AGGF1在肝细胞癌肿瘤血管生成中的作用及其分子机制研究

Sustained angiogenesis is a hallmark of most cancer types. Tumor growth, invasion and metastasis all rely on angiogenesis. Suppression of tumor angiogenesis is a promising strategy for cancer therapy. Hepatocellular carcinoma (HCC), a hypervascular tumor characterized by neovascularization, is a common malignancy worldwide with a high incidence in China. Aggressive angiogenesis promotes tumor growth, metastasis, rapid recurrence and heralds poor survival in HCC. Although anti-angiogenesis is considered an effective novel treatment for HCC, there are limited known targets for anti-angiogenic therapy. AGGF1 is a novel pro-angiogenic factor gene identified through genetic analysis of a congenital vascular disorder called Klippel-Trenaunay syndrome.

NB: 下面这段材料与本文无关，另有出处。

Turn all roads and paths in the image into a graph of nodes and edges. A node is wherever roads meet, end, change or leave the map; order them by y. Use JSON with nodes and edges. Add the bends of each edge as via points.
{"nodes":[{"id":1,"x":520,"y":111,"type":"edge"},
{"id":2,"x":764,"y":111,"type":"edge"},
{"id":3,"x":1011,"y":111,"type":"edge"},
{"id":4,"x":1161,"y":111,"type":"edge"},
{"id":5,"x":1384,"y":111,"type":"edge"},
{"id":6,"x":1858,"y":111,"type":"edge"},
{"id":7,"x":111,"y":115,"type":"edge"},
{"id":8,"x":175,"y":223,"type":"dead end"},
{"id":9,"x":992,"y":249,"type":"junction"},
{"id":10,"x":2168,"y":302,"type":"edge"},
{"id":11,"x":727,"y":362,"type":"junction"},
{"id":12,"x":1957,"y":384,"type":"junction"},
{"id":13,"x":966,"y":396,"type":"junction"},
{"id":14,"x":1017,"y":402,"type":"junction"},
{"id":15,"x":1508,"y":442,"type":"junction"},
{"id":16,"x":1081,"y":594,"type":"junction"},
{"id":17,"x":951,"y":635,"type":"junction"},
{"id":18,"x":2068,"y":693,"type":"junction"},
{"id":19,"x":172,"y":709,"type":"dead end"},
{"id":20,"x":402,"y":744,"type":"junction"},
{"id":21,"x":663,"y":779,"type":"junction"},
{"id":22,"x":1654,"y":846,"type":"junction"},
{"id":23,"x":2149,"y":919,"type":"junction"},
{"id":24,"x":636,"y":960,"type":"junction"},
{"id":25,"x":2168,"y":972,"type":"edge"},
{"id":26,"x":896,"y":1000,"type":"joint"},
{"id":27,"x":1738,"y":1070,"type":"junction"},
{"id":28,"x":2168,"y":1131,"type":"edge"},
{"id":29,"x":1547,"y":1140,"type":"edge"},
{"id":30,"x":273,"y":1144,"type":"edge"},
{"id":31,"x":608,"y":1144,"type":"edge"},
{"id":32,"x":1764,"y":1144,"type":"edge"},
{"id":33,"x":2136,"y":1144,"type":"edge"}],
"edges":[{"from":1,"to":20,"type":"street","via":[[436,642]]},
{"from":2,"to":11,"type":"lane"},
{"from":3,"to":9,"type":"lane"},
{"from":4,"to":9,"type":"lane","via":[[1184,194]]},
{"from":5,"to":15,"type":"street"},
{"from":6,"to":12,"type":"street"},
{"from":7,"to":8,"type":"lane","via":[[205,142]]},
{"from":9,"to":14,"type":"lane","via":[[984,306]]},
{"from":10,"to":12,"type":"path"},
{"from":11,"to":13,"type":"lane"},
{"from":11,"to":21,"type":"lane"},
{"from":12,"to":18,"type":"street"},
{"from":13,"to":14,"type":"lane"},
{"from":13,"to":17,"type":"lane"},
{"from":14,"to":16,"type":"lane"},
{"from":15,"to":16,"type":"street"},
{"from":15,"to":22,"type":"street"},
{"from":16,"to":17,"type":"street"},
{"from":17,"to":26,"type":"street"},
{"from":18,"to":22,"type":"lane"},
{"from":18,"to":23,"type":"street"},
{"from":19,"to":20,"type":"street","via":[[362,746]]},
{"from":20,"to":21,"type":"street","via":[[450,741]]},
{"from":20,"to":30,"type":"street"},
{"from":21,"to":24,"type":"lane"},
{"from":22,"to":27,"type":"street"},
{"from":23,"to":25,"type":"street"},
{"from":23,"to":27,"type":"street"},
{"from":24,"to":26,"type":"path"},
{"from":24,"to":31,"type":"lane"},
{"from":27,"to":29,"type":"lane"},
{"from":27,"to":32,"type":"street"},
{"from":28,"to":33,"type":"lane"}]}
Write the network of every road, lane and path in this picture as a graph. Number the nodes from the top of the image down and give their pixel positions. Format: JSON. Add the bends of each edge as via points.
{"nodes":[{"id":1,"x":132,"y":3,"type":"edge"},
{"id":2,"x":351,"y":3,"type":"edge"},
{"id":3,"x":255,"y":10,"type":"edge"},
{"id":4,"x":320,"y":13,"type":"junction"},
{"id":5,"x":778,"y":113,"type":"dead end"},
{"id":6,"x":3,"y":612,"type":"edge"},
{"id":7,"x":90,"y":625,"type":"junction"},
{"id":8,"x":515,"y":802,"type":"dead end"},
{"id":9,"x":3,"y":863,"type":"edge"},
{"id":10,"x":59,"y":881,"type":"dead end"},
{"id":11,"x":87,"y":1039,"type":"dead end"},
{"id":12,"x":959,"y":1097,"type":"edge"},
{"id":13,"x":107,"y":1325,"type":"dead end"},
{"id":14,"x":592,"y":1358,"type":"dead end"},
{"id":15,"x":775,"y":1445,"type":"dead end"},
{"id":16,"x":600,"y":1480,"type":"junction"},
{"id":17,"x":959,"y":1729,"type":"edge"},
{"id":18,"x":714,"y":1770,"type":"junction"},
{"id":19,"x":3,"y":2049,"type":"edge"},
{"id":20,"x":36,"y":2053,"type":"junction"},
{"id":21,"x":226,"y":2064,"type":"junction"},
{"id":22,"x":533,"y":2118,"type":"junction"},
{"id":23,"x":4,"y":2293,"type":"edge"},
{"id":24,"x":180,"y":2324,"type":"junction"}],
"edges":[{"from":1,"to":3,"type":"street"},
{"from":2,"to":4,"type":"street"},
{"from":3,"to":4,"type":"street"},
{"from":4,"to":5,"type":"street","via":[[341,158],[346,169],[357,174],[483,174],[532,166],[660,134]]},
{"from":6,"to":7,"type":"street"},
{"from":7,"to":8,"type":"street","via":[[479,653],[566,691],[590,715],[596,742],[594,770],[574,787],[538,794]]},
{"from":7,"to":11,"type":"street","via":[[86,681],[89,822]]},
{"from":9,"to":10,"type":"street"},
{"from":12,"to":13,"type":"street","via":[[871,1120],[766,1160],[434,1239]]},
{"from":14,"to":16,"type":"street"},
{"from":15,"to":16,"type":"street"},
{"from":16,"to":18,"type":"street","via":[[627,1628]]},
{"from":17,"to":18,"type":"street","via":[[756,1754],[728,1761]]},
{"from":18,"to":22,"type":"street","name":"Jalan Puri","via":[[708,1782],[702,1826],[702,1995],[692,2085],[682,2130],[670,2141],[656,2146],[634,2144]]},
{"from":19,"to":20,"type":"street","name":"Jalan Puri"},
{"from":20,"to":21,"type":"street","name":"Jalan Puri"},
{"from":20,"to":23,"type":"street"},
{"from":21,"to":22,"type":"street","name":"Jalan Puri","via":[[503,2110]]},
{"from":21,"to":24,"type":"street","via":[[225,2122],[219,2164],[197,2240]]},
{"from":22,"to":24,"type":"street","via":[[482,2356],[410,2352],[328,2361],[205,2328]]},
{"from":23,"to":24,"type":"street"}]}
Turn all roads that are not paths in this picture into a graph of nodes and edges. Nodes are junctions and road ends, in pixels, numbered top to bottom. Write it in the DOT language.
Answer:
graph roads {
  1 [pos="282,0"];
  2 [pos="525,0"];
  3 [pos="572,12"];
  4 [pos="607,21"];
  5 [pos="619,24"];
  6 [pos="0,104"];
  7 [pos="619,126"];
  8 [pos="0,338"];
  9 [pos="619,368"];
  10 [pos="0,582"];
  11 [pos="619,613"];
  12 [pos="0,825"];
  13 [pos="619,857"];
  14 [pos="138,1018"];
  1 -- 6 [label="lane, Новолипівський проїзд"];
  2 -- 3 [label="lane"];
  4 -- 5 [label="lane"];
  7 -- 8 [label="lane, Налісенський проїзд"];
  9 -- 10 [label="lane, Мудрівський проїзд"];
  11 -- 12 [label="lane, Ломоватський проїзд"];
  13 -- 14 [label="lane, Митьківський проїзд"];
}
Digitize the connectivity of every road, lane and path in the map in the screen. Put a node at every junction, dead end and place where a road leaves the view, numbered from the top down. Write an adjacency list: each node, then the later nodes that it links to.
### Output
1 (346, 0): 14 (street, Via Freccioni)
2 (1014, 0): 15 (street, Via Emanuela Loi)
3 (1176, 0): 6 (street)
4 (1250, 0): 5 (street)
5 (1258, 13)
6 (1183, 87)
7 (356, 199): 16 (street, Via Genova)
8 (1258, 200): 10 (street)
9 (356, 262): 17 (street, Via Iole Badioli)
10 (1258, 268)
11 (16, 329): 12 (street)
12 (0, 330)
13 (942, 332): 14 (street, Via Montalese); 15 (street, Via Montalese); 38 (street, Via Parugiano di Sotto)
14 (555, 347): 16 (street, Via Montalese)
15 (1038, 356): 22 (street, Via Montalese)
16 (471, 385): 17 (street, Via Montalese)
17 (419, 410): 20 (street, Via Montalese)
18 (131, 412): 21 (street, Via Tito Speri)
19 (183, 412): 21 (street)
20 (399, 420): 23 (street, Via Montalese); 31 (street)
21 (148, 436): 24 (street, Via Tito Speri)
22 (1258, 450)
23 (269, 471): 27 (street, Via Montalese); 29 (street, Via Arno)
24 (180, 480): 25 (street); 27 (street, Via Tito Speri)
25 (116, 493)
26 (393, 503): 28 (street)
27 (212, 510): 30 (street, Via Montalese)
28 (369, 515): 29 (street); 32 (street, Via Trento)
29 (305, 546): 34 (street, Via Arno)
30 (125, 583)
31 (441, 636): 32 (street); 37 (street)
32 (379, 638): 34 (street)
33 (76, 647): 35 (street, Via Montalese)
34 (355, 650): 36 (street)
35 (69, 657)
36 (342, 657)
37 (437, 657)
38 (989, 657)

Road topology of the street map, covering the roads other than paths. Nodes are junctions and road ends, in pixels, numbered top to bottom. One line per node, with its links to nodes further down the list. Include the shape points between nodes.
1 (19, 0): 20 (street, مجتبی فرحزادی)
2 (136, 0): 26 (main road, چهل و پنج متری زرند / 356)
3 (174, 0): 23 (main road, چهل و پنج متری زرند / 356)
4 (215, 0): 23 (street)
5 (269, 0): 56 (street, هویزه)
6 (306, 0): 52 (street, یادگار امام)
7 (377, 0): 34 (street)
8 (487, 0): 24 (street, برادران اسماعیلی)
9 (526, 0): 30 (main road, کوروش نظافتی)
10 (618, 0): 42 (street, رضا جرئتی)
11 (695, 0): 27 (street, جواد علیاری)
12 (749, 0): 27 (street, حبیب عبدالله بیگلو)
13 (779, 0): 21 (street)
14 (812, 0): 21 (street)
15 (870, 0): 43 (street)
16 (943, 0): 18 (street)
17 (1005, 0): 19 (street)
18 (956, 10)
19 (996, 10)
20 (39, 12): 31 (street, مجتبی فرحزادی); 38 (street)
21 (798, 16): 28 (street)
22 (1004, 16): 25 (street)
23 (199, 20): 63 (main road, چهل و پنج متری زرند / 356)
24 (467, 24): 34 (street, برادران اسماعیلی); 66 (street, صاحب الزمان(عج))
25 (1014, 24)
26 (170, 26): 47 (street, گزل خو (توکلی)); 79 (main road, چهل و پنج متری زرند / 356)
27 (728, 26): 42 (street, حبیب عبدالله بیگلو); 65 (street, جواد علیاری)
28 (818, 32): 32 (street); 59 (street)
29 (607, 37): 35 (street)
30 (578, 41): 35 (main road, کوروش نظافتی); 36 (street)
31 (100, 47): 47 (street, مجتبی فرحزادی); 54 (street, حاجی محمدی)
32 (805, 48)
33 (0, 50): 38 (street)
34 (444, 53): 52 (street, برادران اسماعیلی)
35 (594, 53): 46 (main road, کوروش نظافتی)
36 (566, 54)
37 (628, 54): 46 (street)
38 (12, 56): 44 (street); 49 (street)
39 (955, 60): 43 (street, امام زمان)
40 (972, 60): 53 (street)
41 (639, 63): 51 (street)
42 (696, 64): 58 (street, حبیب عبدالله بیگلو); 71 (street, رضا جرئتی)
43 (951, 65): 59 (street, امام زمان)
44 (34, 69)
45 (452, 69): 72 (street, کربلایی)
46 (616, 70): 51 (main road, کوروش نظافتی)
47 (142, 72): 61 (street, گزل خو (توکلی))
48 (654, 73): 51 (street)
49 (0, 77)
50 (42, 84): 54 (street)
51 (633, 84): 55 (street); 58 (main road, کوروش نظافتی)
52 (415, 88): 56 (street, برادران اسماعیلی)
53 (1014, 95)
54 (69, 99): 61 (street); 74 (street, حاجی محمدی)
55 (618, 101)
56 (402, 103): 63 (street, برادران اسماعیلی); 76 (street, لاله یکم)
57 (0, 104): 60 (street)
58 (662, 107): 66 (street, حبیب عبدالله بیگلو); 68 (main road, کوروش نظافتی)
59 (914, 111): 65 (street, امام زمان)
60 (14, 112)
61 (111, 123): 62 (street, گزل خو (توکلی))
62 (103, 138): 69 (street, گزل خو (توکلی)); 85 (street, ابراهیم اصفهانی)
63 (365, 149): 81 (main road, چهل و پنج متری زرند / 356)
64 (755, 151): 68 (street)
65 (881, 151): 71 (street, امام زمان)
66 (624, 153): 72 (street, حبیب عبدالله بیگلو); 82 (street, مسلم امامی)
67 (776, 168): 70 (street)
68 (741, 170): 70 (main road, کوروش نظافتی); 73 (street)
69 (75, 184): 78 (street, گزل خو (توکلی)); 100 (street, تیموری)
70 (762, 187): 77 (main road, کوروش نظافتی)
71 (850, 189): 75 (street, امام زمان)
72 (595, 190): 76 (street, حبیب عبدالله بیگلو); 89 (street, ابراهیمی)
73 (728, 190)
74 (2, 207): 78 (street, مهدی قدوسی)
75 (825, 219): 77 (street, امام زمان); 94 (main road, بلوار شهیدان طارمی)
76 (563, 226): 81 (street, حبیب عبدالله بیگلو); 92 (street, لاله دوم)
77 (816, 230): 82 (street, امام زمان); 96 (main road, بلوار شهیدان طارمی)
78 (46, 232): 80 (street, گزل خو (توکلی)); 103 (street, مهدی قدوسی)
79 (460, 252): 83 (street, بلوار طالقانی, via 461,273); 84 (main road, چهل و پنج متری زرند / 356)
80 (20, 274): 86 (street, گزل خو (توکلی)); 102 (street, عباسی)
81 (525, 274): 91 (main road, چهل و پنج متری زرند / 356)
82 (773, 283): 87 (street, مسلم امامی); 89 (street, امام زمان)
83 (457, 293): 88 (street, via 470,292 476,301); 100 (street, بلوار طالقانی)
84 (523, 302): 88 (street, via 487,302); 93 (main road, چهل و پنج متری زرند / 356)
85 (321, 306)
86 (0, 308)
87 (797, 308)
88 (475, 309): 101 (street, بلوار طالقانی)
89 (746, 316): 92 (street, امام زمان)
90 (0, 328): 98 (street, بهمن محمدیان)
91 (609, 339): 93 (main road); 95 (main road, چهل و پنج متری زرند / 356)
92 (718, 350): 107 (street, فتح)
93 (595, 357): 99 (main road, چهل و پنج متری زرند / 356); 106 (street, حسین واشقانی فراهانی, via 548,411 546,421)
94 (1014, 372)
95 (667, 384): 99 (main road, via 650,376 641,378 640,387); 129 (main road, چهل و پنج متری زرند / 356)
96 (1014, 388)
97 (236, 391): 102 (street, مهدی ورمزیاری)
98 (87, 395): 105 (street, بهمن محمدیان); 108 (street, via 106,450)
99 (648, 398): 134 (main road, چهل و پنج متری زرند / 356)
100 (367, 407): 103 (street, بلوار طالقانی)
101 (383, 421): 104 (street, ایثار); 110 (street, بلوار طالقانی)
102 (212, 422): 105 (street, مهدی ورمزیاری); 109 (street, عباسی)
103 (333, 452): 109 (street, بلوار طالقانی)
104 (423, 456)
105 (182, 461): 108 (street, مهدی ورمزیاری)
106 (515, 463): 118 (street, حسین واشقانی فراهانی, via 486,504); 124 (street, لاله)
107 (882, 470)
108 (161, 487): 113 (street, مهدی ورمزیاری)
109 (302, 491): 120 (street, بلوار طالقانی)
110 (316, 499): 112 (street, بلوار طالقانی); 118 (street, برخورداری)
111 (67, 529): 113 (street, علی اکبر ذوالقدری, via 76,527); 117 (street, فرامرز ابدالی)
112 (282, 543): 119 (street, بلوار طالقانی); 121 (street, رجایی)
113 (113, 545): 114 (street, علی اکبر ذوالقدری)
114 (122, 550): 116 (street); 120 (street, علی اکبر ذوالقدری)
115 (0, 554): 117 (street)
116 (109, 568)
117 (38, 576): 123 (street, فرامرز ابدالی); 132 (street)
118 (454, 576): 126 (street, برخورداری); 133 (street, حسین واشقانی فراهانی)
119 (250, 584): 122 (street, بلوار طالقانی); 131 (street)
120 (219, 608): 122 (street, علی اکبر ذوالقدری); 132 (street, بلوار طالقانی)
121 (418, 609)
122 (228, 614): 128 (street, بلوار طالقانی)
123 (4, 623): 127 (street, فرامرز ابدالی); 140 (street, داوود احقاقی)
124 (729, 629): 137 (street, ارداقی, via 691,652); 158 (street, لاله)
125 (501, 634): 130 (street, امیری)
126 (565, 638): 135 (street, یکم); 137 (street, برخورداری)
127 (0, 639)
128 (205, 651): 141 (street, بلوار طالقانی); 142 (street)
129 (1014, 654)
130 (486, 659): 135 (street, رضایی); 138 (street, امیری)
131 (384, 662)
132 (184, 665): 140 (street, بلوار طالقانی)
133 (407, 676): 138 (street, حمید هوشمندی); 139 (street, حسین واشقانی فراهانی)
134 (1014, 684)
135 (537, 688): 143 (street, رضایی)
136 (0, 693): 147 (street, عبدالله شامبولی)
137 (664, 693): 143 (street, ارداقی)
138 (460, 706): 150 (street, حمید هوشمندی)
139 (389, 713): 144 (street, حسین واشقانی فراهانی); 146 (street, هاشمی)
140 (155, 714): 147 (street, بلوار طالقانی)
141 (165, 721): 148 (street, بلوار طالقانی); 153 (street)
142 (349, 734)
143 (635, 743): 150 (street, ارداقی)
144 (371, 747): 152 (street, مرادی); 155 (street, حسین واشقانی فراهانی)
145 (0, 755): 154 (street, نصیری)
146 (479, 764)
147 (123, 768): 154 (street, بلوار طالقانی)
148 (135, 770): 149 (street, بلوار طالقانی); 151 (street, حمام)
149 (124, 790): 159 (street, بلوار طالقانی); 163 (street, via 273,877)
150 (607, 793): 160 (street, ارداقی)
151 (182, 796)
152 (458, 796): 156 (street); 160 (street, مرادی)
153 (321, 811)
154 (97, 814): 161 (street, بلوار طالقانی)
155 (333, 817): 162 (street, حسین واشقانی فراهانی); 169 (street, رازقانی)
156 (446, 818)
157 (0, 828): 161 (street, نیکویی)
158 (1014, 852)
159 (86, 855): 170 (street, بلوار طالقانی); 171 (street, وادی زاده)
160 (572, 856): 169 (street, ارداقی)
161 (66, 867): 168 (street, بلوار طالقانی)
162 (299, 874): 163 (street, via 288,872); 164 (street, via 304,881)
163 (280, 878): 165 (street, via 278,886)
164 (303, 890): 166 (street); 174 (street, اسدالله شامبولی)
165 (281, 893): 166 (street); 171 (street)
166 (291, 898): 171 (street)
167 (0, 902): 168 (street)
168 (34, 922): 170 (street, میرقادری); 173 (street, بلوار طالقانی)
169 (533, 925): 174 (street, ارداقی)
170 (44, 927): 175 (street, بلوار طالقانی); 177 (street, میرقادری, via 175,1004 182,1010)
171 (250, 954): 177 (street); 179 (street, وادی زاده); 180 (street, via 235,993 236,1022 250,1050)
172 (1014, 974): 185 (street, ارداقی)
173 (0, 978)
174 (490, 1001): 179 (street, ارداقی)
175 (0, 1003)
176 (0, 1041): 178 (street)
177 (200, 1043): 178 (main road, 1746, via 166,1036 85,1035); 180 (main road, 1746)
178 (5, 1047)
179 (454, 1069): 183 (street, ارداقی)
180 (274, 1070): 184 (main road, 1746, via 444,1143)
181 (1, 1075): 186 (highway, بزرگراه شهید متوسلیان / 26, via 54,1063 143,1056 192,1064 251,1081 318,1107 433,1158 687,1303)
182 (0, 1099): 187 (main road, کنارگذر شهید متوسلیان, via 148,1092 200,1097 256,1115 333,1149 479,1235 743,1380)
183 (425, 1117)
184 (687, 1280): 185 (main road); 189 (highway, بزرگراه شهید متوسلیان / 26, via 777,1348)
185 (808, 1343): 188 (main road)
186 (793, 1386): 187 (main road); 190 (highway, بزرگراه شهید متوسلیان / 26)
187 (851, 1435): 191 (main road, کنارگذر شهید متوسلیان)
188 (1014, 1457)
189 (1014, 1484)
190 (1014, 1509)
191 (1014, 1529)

The role of AGGF1 is largely unknown, especially in cancers. Our preliminary data show that AGGF1 is expressed and secreted by HCC tissues and cell lines, indicating that AGGF1 may play roles in HCC development and progression. We hypothesize that AGGF1 might regulate angiogenesis in the context of HCC. The aims of this project are to explore the role of AGGF1 in tumor angiogenesis for HCC, to elucidate its molecular mechanisms, and to translate the basic finding into possible anti-angiogenic strategy for treatment of HCC. We plan to investigate the expression of AGGF1 in tumor tissues in a cohort of specimens of HCC patients. Then the roles of AGGF1 in tumor angiogenesis will be determined in vitro by endothelial cell tube-formation assay, and then be analyzed in vivo in mice models of HCC xenografts including subcutaneous and orthotopic transplantation. Finally, the signaling pathway for AGGF1-mediated tumor angiogenesis will be elucidated. This project will clarify the roles and mechanisms of AGGF1 in angiogenesis during hepatocarcinogenesis and may lay the groundwork for rationalized development of novel anti-cancer strategies.

持续的血管生成是恶性肿瘤的主要特征之一，癌细胞的生长、侵袭和转移均依赖于血管。抑制肿瘤血管生成日趋成为肿瘤治疗的新策略。肝细胞癌(HCC)是我国高发的一种恶性肿瘤，血管生成被认为在HCC的生长、转移和复发中起重要作用。已证实抑制肿瘤血管生成对于治疗HCC非常有效，但已知的可作为HCC抗血管生成治疗的靶点较少。AGGF1是在先天性静脉畸形骨肥大综合征的遗传学研究中克隆到的一个新的血管生成基因，但其在肿瘤中的功能不清楚。申请者前期发现，AGGF1蛋白在HCC中高表达且可被分泌，这提示AGGF1可能在HCC中发挥作用。AGGF1的高表达是否与HCC中活跃的肿瘤血管生成有关？据此，本项目拟以HCC为模型，探究AGGF1在肿瘤血管生成中的作用。本课题将在临床标本、细胞和动物三个层面上揭示AGGF1对HCC肿瘤血管生成的影响，并解析其分子机制，为HCC的抗肿瘤血管生成治疗提供理论依据和新的靶点。

AGGF1（Angiogenic Factor with G Path and FHA domains 1）基因是通过对先天性静脉畸形骨肥大综合征进行精细的分子遗传学分析时，克隆到的一个新基因，该基因在所编码的蛋白在体外展现出强烈的促血管生成能力，初步被认定为一个新的血管生成因子。血管生成因子在转化医学应用中有巨大前景，如肿瘤抗血管生成治疗和缺血性疾病的促血管新生治疗等。AGGF1作为一个新的血管生成因子，为开发其转发医学应用潜能，有必要对其病理生理学功能及机制进行深入挖掘。本项目开展了两大方面的研究：第一部分，对AGGF1在血管损伤中功能作用进行了研究，发现AGGF1可保护血管血管损伤，其机制是通过调控Myocardin-SRF复合体稳定性从而影响血管平滑肌细胞形态转换，展示了其在动脉粥样硬化、高血压等重要心血管疾病中重要作用；第二部分，对AGGF1在肝脏损伤中病理生理学作用进行了研究，发现AGGF1可通过抑制TGF-beta信号通路活性，抑制肝星状细胞活化，从而减缓肝纤维化的发生，同时可拮抗NF-kB活性，减缓肝脏炎症；在脂肪性肝病中，AGGF1可影响AKT活性，调控肝脏对胰岛素的敏感性。上述研究成果揭示了AGGF1在心血管及肝脏病理生理学过程中有重要作用，为将来开发以AGGF1为靶标的分子医学治疗手段奠定了初步理论依据。